Saved data entries
*** Block opens ***
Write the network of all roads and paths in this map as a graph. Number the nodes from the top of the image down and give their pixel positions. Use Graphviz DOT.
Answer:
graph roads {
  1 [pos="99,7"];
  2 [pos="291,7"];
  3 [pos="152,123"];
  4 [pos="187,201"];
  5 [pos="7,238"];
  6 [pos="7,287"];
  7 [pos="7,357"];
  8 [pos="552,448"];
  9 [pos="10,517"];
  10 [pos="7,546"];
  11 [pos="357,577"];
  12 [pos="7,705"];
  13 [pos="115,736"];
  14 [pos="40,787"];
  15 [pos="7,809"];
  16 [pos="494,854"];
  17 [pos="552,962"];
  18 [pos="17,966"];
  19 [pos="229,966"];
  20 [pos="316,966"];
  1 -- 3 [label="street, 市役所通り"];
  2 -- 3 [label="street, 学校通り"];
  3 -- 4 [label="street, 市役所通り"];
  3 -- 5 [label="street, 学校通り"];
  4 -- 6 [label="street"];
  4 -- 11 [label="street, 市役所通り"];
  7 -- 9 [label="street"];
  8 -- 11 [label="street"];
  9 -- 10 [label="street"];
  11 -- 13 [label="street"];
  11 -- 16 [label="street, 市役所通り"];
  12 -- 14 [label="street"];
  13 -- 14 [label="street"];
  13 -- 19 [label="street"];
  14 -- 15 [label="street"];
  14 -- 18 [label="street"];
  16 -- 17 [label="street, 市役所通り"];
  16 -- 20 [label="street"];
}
*** Block closes ***
The required output is a copy of each line in the records where the string "graph" occurs.

Write the network of all roads and paths in this map as a graph. Number the nodes from the top of the image down and give their pixel positions. Use Graphviz DOT.
graph roads {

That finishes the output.